DeSantis has threatened to withhold state funding for districts that require mask-wearing, but attorney for the statewide teachers union, the Florida Education Association, Ron Meyer, tells the Herald Tribune, Florida law is on the side of the school districts.
Meyer notes that when DeSantis forced the reopening of brick and mortar schools last year, the state was under an emergency declaration.
Without the emergency declaration in place, Meyer says the state constitution gives school districts broad authority to set conditions for how schools will open.
Gov. DeSantis Responds to President Biden’s Calls to “Get out of the way”
During a press conference in Panama City, Wednesday, Governor DeSantis openly defied President Joe Biden, saying he would "stand in the way," of any federal restrictions aimed at curbing the spread of COVID-19 in schools.
Florida is the epicenter of a nationwide surge in new infections and soaring hospitalization rates. DeSantis was responding to comments made by Biden from the White House, Tuesday, calling on Republican governors like DeSantis who broadly oppose pandemic restrictions, to "get out of the way."
Late last month, DeSantis said he may call state lawmakers back to Tallahassee for a special legislative session if the federal government moves to mandate mask-wearing in schools.
Despite Surge, Florida To Rely on Local Governments to Open COVID-19 Testing Sites
Gov. Ron DeSantis says the state does not plan on reopening coronavirus testing sites despite a surge in cases.
These large state-supported sites at locations such as Raymond James Stadium in Tampa and Tropicana Field in St. Petersburg shut down this spring as demand for testing waned. However, things have changed as cases in the state reach record levels.
Speaking in Sarasota on Tuesday, DeSantis said he's leaving it to local governments to decide whether to reopen their own sites.
He said “they've got huge amounts of money from CARES Act” that can go toward opening the sites, adding that testing is also widely available at pharmacies, labs and doctor's offices.
The Hillsborough County Health Department announced Tuesday it was opening two temporary sites in Tampa with cases on the rise due to the coronavirus variant.
In a news release, county health officials said the sites are opening “out of an abundance of caution and to enhance community testing capabilities.”

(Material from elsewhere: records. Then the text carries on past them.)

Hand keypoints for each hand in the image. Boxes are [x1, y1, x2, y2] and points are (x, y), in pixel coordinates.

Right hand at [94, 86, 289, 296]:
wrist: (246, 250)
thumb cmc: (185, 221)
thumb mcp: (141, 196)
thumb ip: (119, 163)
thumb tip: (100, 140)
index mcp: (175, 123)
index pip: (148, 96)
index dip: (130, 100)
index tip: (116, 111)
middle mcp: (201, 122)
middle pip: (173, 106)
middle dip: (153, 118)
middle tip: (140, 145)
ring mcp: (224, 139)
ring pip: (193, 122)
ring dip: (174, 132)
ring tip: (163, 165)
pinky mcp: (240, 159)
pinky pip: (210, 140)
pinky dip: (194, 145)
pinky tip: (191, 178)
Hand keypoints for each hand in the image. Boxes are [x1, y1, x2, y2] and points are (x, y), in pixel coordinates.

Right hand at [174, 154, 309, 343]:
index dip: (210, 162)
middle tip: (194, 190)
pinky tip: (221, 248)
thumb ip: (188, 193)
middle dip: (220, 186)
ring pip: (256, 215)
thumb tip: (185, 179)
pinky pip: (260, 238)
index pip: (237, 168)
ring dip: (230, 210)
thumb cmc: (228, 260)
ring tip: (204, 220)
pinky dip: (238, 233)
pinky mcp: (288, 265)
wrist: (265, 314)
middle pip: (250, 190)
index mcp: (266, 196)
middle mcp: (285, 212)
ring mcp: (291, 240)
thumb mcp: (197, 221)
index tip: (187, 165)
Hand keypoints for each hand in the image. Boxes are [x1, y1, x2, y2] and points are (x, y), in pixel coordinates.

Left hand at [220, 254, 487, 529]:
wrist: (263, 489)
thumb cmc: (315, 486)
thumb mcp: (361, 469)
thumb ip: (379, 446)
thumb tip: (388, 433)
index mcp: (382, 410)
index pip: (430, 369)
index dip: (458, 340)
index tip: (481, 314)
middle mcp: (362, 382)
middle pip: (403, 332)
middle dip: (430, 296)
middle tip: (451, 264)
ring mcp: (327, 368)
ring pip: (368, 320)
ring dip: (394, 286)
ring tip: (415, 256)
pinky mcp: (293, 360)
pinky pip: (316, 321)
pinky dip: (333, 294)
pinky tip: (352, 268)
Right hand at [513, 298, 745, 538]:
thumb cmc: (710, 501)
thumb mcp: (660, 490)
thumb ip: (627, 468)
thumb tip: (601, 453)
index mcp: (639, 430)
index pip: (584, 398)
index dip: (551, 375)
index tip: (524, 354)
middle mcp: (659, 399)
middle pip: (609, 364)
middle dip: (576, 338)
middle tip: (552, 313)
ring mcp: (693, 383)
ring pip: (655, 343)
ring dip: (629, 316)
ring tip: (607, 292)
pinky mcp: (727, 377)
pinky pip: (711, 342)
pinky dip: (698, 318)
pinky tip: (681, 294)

The two temporary sites will administer 500 free tests on a first-come, first-served basis, and no appointment is necessary. All testing will be conducted indoors, and rapid tests will be administered, though PCR tests will be available upon request.
Face masks will be required, along with a photo ID. Those without insurance can still receive a test.
Sarasota County kept its site open at the former Sarasota Kennel Club throughout the summer. This site is open Monday to Saturday from 9 a.m. to 5 p.m. and will test anyone regardless of symptoms.